Start of Block

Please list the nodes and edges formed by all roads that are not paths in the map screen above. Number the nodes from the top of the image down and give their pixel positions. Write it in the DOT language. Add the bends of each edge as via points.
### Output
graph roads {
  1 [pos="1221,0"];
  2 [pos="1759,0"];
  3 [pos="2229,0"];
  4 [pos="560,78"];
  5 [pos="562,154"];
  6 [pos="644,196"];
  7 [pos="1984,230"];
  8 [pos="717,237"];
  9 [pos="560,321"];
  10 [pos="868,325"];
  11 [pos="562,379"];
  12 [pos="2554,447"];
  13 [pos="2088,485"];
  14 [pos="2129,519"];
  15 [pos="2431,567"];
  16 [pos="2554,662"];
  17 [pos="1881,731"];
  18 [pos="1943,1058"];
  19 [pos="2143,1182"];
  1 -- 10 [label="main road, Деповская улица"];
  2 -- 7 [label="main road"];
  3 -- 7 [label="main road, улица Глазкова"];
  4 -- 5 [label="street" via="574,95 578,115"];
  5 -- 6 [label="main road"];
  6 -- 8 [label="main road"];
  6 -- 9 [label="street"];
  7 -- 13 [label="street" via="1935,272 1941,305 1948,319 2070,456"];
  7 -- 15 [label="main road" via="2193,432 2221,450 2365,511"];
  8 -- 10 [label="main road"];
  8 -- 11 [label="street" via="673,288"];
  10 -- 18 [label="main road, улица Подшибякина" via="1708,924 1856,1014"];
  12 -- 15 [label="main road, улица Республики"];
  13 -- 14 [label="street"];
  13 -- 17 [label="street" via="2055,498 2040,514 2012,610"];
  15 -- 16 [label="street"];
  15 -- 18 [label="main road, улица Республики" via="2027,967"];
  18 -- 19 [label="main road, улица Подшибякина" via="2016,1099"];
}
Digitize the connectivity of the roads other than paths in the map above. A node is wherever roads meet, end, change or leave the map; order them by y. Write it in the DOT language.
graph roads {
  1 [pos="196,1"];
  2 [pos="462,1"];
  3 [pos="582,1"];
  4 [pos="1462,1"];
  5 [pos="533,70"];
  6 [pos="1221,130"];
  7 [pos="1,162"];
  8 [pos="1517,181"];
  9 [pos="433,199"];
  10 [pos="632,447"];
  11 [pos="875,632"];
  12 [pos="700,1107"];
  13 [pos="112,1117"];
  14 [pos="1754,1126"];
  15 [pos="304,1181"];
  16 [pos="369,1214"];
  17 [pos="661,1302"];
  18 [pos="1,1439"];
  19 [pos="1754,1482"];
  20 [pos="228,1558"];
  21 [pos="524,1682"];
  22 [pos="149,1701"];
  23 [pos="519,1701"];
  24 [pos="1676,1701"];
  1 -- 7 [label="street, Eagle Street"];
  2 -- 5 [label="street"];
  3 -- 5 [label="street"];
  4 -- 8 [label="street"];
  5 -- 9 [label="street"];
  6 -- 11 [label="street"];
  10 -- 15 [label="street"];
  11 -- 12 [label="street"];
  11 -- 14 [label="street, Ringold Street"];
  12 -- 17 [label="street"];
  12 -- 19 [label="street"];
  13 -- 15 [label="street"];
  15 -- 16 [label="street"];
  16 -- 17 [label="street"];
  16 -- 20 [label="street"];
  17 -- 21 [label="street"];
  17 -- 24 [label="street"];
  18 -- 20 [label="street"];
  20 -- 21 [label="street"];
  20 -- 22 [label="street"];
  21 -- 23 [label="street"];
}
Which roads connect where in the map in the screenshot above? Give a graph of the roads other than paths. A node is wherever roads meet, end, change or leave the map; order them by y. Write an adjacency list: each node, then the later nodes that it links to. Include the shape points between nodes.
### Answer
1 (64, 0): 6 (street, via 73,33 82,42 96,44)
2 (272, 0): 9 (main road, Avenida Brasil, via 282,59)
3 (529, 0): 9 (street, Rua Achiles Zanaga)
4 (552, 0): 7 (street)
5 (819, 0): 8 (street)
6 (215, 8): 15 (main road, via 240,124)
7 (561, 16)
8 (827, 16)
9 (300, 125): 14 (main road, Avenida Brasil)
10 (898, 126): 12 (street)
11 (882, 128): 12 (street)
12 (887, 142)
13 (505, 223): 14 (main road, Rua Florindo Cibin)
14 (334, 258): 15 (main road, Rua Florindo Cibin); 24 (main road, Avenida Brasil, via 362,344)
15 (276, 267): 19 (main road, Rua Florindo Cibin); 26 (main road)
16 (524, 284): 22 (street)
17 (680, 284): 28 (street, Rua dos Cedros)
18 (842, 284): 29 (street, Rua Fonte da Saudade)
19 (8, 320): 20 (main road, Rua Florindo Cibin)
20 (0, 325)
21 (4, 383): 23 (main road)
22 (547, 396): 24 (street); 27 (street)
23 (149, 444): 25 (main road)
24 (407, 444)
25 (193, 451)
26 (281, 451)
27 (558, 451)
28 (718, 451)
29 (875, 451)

End of Block

Retype, in the same exact form, the lines of the material above from the line holding "Digitize the connectivity" through the line holding "Which roads connect".

Digitize the connectivity of the roads other than paths in the map above. A node is wherever roads meet, end, change or leave the map; order them by y. Write it in the DOT language.
graph roads {
  1 [pos="196,1"];
  2 [pos="462,1"];
  3 [pos="582,1"];
  4 [pos="1462,1"];
  5 [pos="533,70"];
  6 [pos="1221,130"];
  7 [pos="1,162"];
  8 [pos="1517,181"];
  9 [pos="433,199"];
  10 [pos="632,447"];
  11 [pos="875,632"];
  12 [pos="700,1107"];
  13 [pos="112,1117"];
  14 [pos="1754,1126"];
  15 [pos="304,1181"];
  16 [pos="369,1214"];
  17 [pos="661,1302"];
  18 [pos="1,1439"];
  19 [pos="1754,1482"];
  20 [pos="228,1558"];
  21 [pos="524,1682"];
  22 [pos="149,1701"];
  23 [pos="519,1701"];
  24 [pos="1676,1701"];
  1 -- 7 [label="street, Eagle Street"];
  2 -- 5 [label="street"];
  3 -- 5 [label="street"];
  4 -- 8 [label="street"];
  5 -- 9 [label="street"];
  6 -- 11 [label="street"];
  10 -- 15 [label="street"];
  11 -- 12 [label="street"];
  11 -- 14 [label="street, Ringold Street"];
  12 -- 17 [label="street"];
  12 -- 19 [label="street"];
  13 -- 15 [label="street"];
  15 -- 16 [label="street"];
  16 -- 17 [label="street"];
  16 -- 20 [label="street"];
  17 -- 21 [label="street"];
  17 -- 24 [label="street"];
  18 -- 20 [label="street"];
  20 -- 21 [label="street"];
  20 -- 22 [label="street"];
  21 -- 23 [label="street"];
}
Which roads connect where in the map in the screenshot above? Give a graph of the roads other than paths. A node is wherever roads meet, end, change or leave the map; order them by y. Write an adjacency list: each node, then the later nodes that it links to. Include the shape points between nodes.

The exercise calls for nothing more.